***** Data for review *****

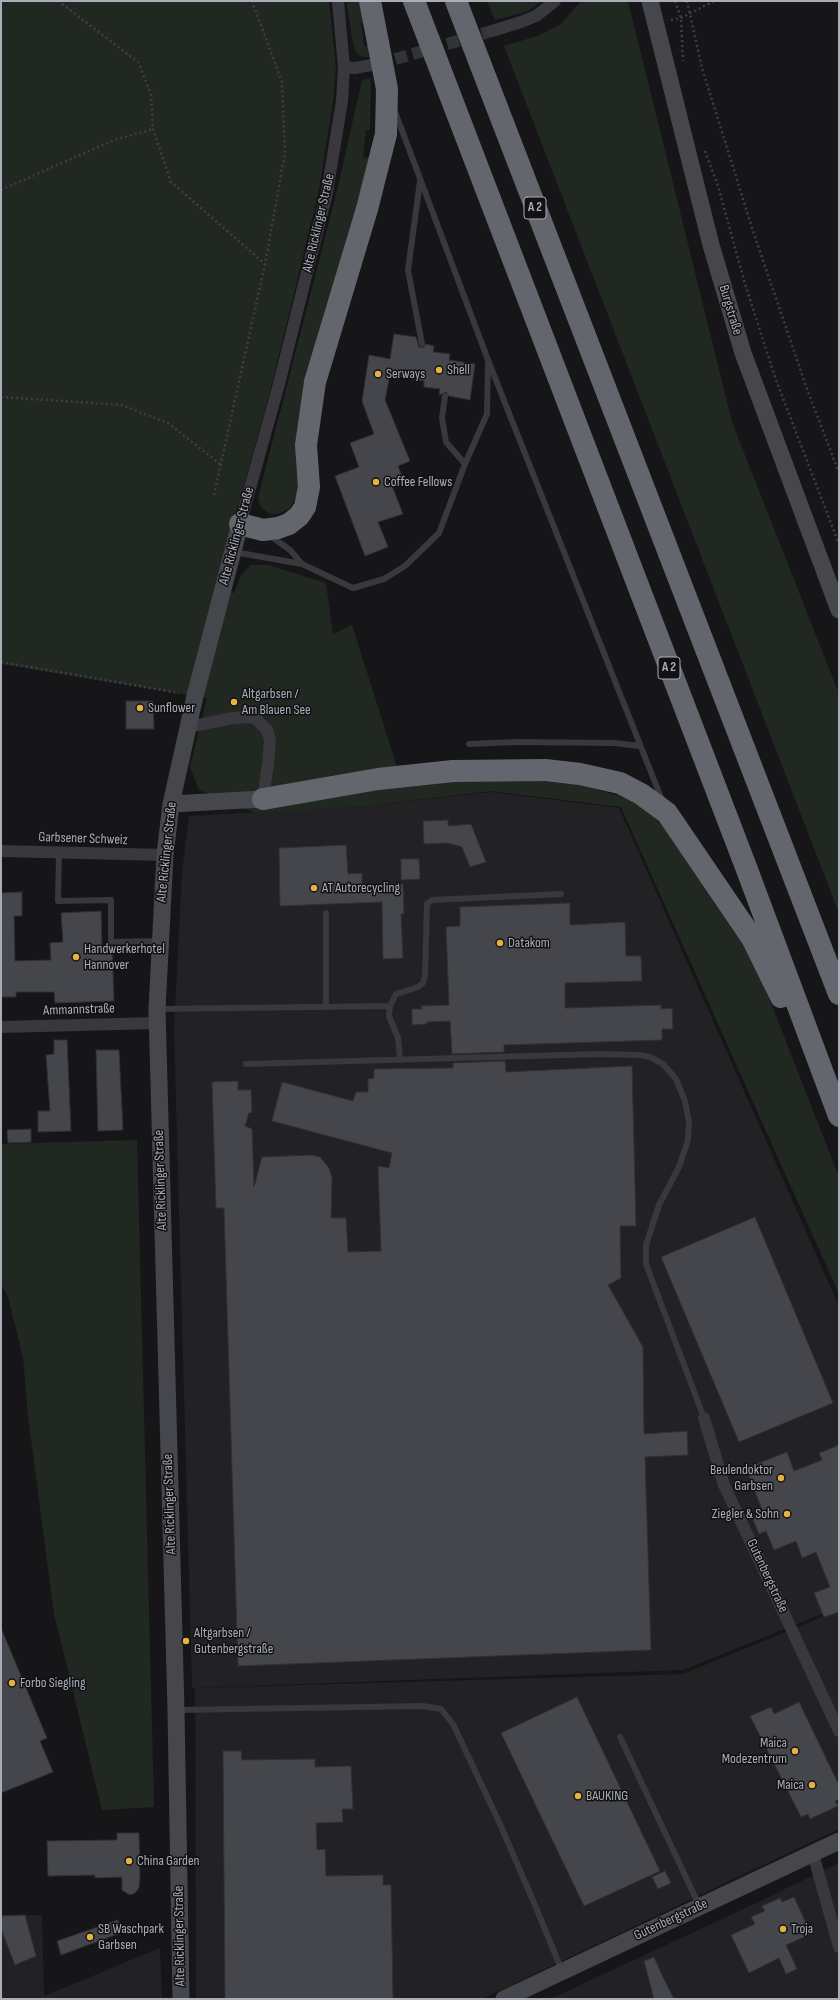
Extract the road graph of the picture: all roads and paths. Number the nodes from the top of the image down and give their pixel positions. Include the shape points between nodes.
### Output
1 (58, 1) edge
2 (252, 1) edge
3 (338, 1) edge
4 (370, 1) edge
5 (414, 1) edge
6 (456, 1) edge
7 (555, 1) edge
8 (650, 1) edge
9 (675, 1) edge
10 (687, 1) edge
11 (714, 1) edge
12 (690, 14) junction
13 (681, 18) junction
14 (655, 24) junction
15 (492, 31) tunnel mouth
16 (372, 65) tunnel mouth
17 (684, 67) dead end
18 (344, 68) junction
19 (387, 89) junction
20 (153, 129) junction
21 (703, 145) dead end
22 (421, 180) junction
23 (1, 190) edge
24 (265, 264) junction
25 (422, 344) dead end
26 (488, 360) junction
27 (445, 396) dead end
28 (1, 397) edge
29 (220, 464) junction
30 (465, 464) junction
31 (839, 473) edge
32 (214, 495) dead end
33 (240, 524) junction
34 (262, 530) junction
35 (839, 544) edge
36 (231, 551) junction
37 (302, 564) junction
38 (839, 610) edge
39 (1, 662) edge
40 (185, 694) dead end
41 (188, 727) junction
42 (469, 744) dead end
43 (640, 746) junction
44 (263, 799) junction
45 (171, 804) junction
46 (667, 813) junction
47 (1, 851) edge
48 (58, 853) junction
49 (165, 855) junction
50 (561, 894) dead end
51 (326, 913) dead end
52 (160, 942) junction
53 (839, 994) edge
54 (326, 1006) junction
55 (390, 1006) junction
56 (157, 1016) junction
57 (1, 1027) edge
58 (400, 1058) junction
59 (246, 1064) dead end
60 (836, 1109) edge
61 (704, 1418) joint
62 (176, 1710) junction
63 (839, 1731) edge
64 (620, 1736) dead end
65 (839, 1841) edge
66 (813, 1854) junction
67 (699, 1906) junction
68 (839, 1947) edge
69 (562, 1972) junction
70 (181, 1999) edge
71 (504, 1999) edge

1 - 20 path via 138,62 151,94
2 - 24 path via 282,82 285,153
3 - 18 street, Alte Ricklinger Straße
4 - 19 highway
5 - 60 highway, A 2 via 746,867
6 - 53 highway, A 2
7 - 15 street via 536,16
8 - 14 street, Burgstraße
9 - 13 path
10 - 12 path
11 - 12 path
12 - 13 path
12 - 31 path via 702,68 753,231 807,389
13 - 14 path
13 - 17 path
14 - 38 street, Burgstraße via 711,245 743,353
16 - 18 street
18 - 33 street, Alte Ricklinger Straße via 342,101 327,192 279,384
19 - 22 lane
19 - 34 highway via 386,134 380,162 315,382 306,445 309,487 305,507 289,524
20 - 23 path via 114,140
20 - 24 path via 171,182
21 - 35 path via 718,186 745,284 776,380
22 - 25 lane via 408,270
22 - 26 lane
24 - 29 path
26 - 30 lane via 487,414
26 - 43 lane
27 - 30 lane via 442,418 446,442
28 - 29 path via 122,405 168,423
29 - 32 path
30 - 37 lane via 439,533 406,566 384,579 353,588
33 - 34 highway
33 - 36 street, Alte Ricklinger Straße
34 - 37 lane via 290,550
36 - 37 lane
36 - 41 street, Alte Ricklinger Straße
39 - 40 path
41 - 44 street via 233,718 255,718 267,730 270,740
41 - 45 street, Alte Ricklinger Straße
42 - 43 lane via 516,742
43 - 46 lane
44 - 45 street
44 - 46 highway via 378,780 453,771 545,770 580,774 620,783 641,794
45 - 49 street, Alte Ricklinger Straße
46 - 60 highway via 752,938
47 - 48 street, Garbsener Schweiz
48 - 49 street, Garbsener Schweiz
48 - 52 lane via 58,900 111,900 111,942
49 - 52 street, Alte Ricklinger Straße
50 - 55 lane via 432,900 426,904 426,976 418,987 396,994
51 - 54 lane
52 - 56 street, Alte Ricklinger Straße
54 - 55 lane
54 - 56 lane
55 - 58 lane
56 - 57 street, Ammannstraße
56 - 62 street, Alte Ricklinger Straße
58 - 59 lane
58 - 61 lane via 640,1055 663,1064 676,1079 685,1101 689,1122 688,1140 679,1167 659,1205 646,1245 646,1264
61 - 63 street, Gutenbergstraße via 724,1485
62 - 69 lane via 423,1706 441,1709 453,1724 500,1824
62 - 70 street, Alte Ricklinger Straße
64 - 67 lane
65 - 66 street, Gutenbergstraße
66 - 67 street, Gutenbergstraße
66 - 68 street
67 - 69 street, Gutenbergstraße
69 - 71 street, Gutenbergstraße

*****

**Task to carry out**: Report every line of the data above that contains the string "Garbsener" by copying it in full.

**Worked solution**:
47 - 48 street, Garbsener Schweiz
48 - 49 street, Garbsener Schweiz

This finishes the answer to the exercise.